You know Amgen as the name behind arthritis drug Enbrel; cholesterol treatment Repatha; and Neulasta, for patients suffering the usual side effects of chemotherapy. The company is so much more than that, though. No one drug — not even Enbrel — drives more than one-fourth of its revenue, and only two drugs make up more than one-tenth of its business.

This diverse product base in addition to the fact that neither illness nor insurance reimbursements are synchronized with economic cycles makes Amgen and its peers a way to defend against yield-curve volatility.


Source: Shutterstock

WisdomTree Floating Rate Treasury Fund (USFR)

Rather than fight or evade the uncertainty of interest rate changes when short-term rates are edging above longer-term ones, WisdomTree’s Senior Fixed Income Strategist Kevin Flanagan recommends just going with it. His pick? The WisdomTree Floating Rate Treasury Fund (NYSEARCA:USFR).

He explained earlier this year “As the Fed raises rates, the rate hike is reflected in this t-bill auction, not only offering investors a rate hedge for their portfolios, but also providing the opportunity for higher yield enhancement.” The fund’s prevailing average interest rate is reset weekly.

It’s another option that comes with a caveat — the fund is only beneficial to investors who want and need short-term certainty, and also liquidity. On the other hand, USFR meets that need very, very well.


Source: Shutterstock

iShares Barclays TIPS Bond Fund (TIP)

Along the same lines as the WisdomTree Floating Rate Treasury Fund, the iShares Barclays TIPS Bond Fund (NYSEARCA:TIP) essentially offers a similar near-term-minded solution, but with a different approach.

TIPS is an acronym for “treasury inflation protected securities,” which are a particular type of government-issued debt that changes in its principal value to adjust for changes in inflation.

It’s not necessarily a means of directly combatting the impact of higher interest rates, but in some regards it could be a more effective way of doing so. Yield curve inversions often coincide with some degree of inflation, and it’s possible an inflation-linked instrument may perform even better than a yield-linked one.

Merck & Co. (MRK)


Source: Shutterstock

Merck & Co. (MRK)

The term “bond proxy”‘ may or may not be a phrase investors are familiar with. But, it’s not a complicated concept. As the term suggests, a bond proxy is an instrument like a bond, but which isn’t exactly a bond.

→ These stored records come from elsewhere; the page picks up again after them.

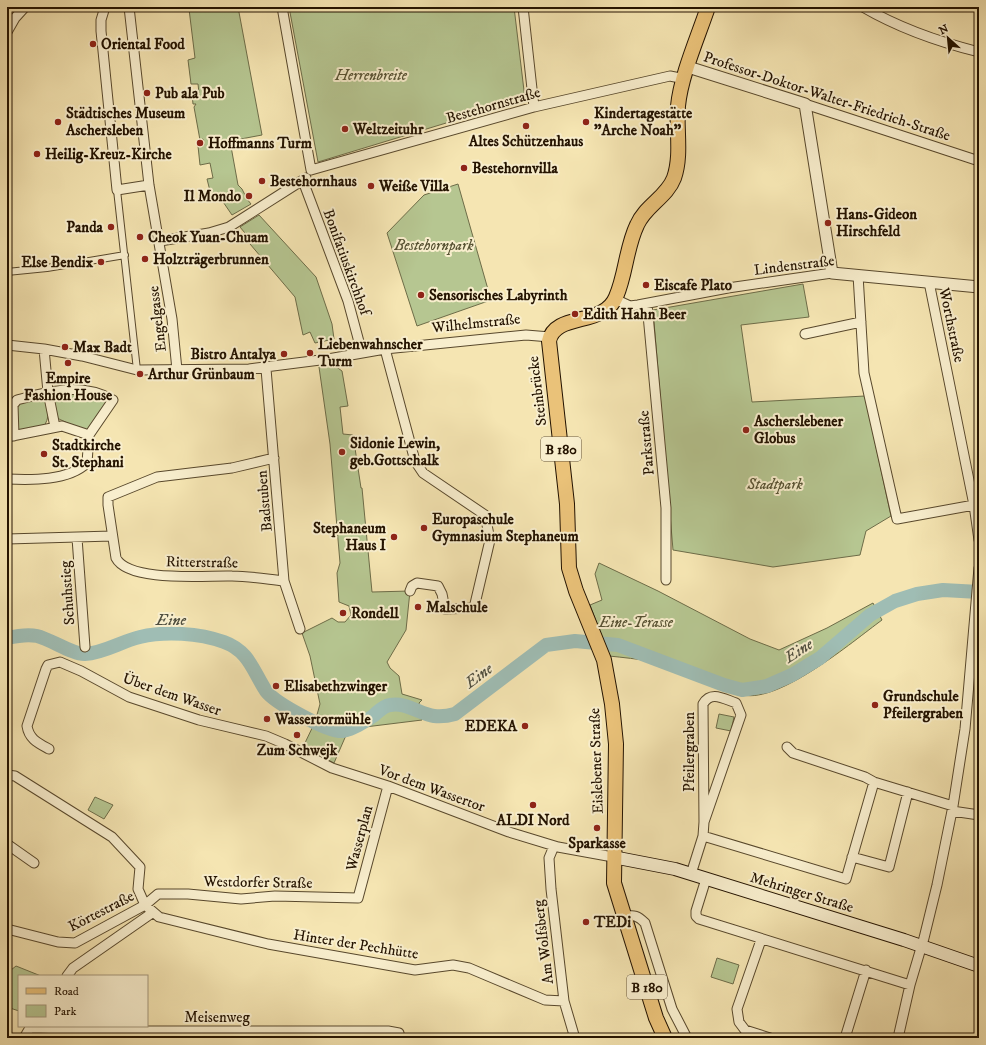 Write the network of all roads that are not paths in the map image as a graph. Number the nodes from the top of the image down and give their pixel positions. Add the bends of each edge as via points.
1 (25, 7) edge
2 (104, 7) edge
3 (129, 7) edge
4 (282, 7) edge
5 (523, 7) edge
6 (708, 7) edge
7 (863, 7) edge
8 (7, 32) edge
9 (979, 52) edge
10 (686, 73) junction
11 (805, 104) junction
12 (534, 107) junction
13 (979, 161) edge
14 (311, 170) junction
15 (303, 181) junction
16 (149, 185) junction
17 (117, 190) junction
18 (160, 241) junction
19 (125, 254) junction
20 (7, 272) edge
21 (832, 272) junction
22 (858, 275) junction
23 (929, 282) junction
24 (979, 287) edge
25 (615, 299) junction
26 (647, 304) junction
27 (861, 322) junction
28 (804, 334) dead end
29 (550, 336) junction
30 (7, 346) edge
31 (44, 349) junction
32 (385, 349) junction
33 (362, 353) junction
34 (266, 369) junction
35 (137, 370) junction
36 (177, 370) junction
37 (48, 392) junction
38 (55, 427) junction
39 (89, 435) junction
40 (10, 436) edge
41 (274, 458) junction
42 (7, 479) edge
43 (974, 505) junction
44 (112, 536) junction
45 (7, 538) edge
46 (77, 538) junction
47 (979, 540) edge
48 (568, 562) joint
49 (979, 573) edge
50 (666, 580) dead end
51 (284, 581) junction
52 (410, 591) dead end
53 (300, 629) dead end
54 (85, 646) dead end
55 (246, 731) joint
56 (787, 747) dead end
57 (49, 749) dead end
58 (7, 775) edge
59 (874, 782) junction
60 (388, 786) junction
61 (908, 792) junction
62 (952, 809) junction
63 (979, 815) edge
64 (704, 822) junction
65 (703, 836) junction
66 (7, 844) edge
67 (554, 846) junction
68 (614, 857) junction
69 (852, 857) junction
70 (34, 863) dead end
71 (691, 874) junction
72 (706, 879) junction
73 (158, 894) joint
74 (358, 898) joint
75 (145, 905) junction
76 (152, 913) junction
77 (624, 917) junction
78 (7, 929) edge
79 (761, 940) junction
80 (921, 946) junction
81 (979, 966) edge
82 (866, 970) junction
83 (68, 975) edge
84 (910, 985) junction
85 (564, 1001) junction
86 (31, 1027) edge
87 (743, 1034) edge
88 (574, 1035) dead end
89 (24, 1038) edge
90 (400, 1038) edge
91 (665, 1038) edge
92 (687, 1038) edge
93 (770, 1038) edge
94 (845, 1038) edge
95 (898, 1038) edge

1 - 8 street
2 - 17 street via 101,31
3 - 16 street, Engelgasse
4 - 14 street
5 - 12 street
6 - 10 main road
7 - 9 street via 876,15 944,43
10 - 11 street, Professor-Doktor-Walter-Friedrich-Straße
10 - 12 street, Bestehornstraße
10 - 25 main road via 678,105 678,160 674,179 636,225
11 - 13 street, Professor-Doktor-Walter-Friedrich-Straße
11 - 21 street
12 - 14 street, Bestehornstraße
14 - 15 street
15 - 18 street via 229,227
15 - 33 street, Bonifatiuskirchhof via 348,301
16 - 17 street
16 - 18 street, Engelgasse
17 - 19 street
18 - 36 street, Engelgasse
19 - 20 street via 47,268
19 - 35 street
21 - 22 street, Lindenstraße
21 - 26 street, Lindenstraße
22 - 23 street, Lindenstraße
22 - 27 street
23 - 24 street, Lindenstraße
23 - 43 street, Worthstraße
25 - 26 street, Lindenstraße via 630,306
25 - 29 main road via 605,311 559,326
26 - 50 street, Parkstraße via 666,508
27 - 28 street
27 - 43 street via 864,373 897,520
29 - 32 street, Wilhelmstraße via 526,335
29 - 48 main road, Steinbrücke / B 180 via 549,346 567,504
30 - 31 street, Wilhelmstraße
31 - 35 street, Wilhelmstraße
31 - 37 street
32 - 33 street, Wilhelmstraße
32 - 52 street via 414,461 419,469 485,515 490,540 474,608 444,609 438,586 417,583
33 - 34 street, Wilhelmstraße
34 - 36 street, Wilhelmstraße
34 - 41 street, Badstuben
35 - 36 street, Wilhelmstraße
37 - 38 street
37 - 39 street via 89,390 112,400
37 - 40 street via 15,401
38 - 39 street via 62,426
38 - 40 street
39 - 42 street via 87,463 81,469 67,475
41 - 44 street via 223,470 165,475 108,497
41 - 51 street, Badstuben
43 - 47 street, Worthstraße
44 - 46 street
44 - 51 street, Ritterstraße via 116,558 122,565 142,572 173,577 232,576
45 - 46 street
46 - 54 street, Schuhstieg
48 - 68 main road, Eislebener Straße / B 180 via 606,667 612,704 616,744
49 - 62 street via 965,729
51 - 53 street, Badstuben
55 - 57 street, Über dem Wasser via 199,720 129,697 60,662 48,664 27,726 28,734
55 - 60 street, Vor dem Wassertor via 285,744 332,768
56 - 59 street via 793,753
58 - 75 street via 15,776 112,837 140,867 138,888
59 - 61 street
59 - 69 street
60 - 67 street, Vor dem Wassertor via 509,832
60 - 74 street, Wasserplan
61 - 62 street
61 - 69 street via 889,867
62 - 63 street
62 - 80 street via 937,885
64 - 64 street, Pfeilergraben via 741,715 736,703 712,695 703,704
64 - 65 street, Pfeilergraben
65 - 69 street via 846,880
65 - 71 street, Pfeilergraben
66 - 70 street
67 - 68 street, Vor dem Wassertor
67 - 85 street, Am Wolfsberg via 549,865
68 - 71 main road, Mehringer Straße via 657,864
68 - 77 main road, Eislebener Straße / B 180 via 614,883
71 - 72 main road, Mehringer Straße
72 - 79 street via 696,916 699,920
72 - 80 main road, Mehringer Straße
73 - 74 street, Westdorfer Straße via 241,899 275,896
73 - 75 street, Körtestraße
75 - 76 street, Hinter der Pechhütte
75 - 78 street, Körtestraße via 75,943 58,942
76 - 83 street via 73,968
76 - 85 street, Hinter der Pechhütte via 174,921 321,955 415,970 453,965 469,968 545,1000
77 - 91 main road, Eislebener Straße / B 180 via 656,1018
77 - 92 street via 634,915 640,917 644,923 672,1010
79 - 82 street
79 - 87 street via 737,1009
80 - 81 main road, Mehringer Straße
80 - 84 street
82 - 84 street
82 - 94 street
84 - 95 street
85 - 88 street, Am Wolfsberg
86 - 89 street
86 - 90 street, Meisenweg via 388,1031 399,1033
87 - 93 street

Granted, not even the so-called experts entirely agree what constitutes a bond proxy, if there is truly such a thing. If there is such a holding that offers the best of both worlds though — reliable income plus reliable dividend growth — drugmaker Merck & Co. (NYSE:MRK) is one of the best of the breed.

The hard data: Not only has Merck faithfully been paying a respectable dividend for decades now, it has been steadily improving its payout (again) since 2012.

REITs


Source: m01229 via Flickr

Realty Income (O)

Last but not least, it’s a strategy that doesn’t seem entirely intuitive as a means of shielding a portfolio from the impact of an inverted yield curve, given their bond-like attributes. But, rental real estate investment trusts, or REITs, are actually well-suited for success in that unusual situation.

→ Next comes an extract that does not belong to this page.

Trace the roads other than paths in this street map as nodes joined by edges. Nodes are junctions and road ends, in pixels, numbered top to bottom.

Nareit’s Calvin Schnure explained earlier this year that “the flatter yield curve is consistent with the type of mid-expansion financial conditions that have fostered long real estate expansions in the past,” adding that many REITs have locked in financing rates for years at historically low levels.

As for which REIT may be one of the top ways to plug into the opportunity, Realty Income (NYSE:O) may be the pick of the litter. It names rock-solid companies like Walgreens (NASDAQ:WBA), FedEx (NYSE:FDX) and Dollar General (NYSE:DG) as some of its top tenants, making it a reliable payer even when other dividend-paying companies are running into a headwind.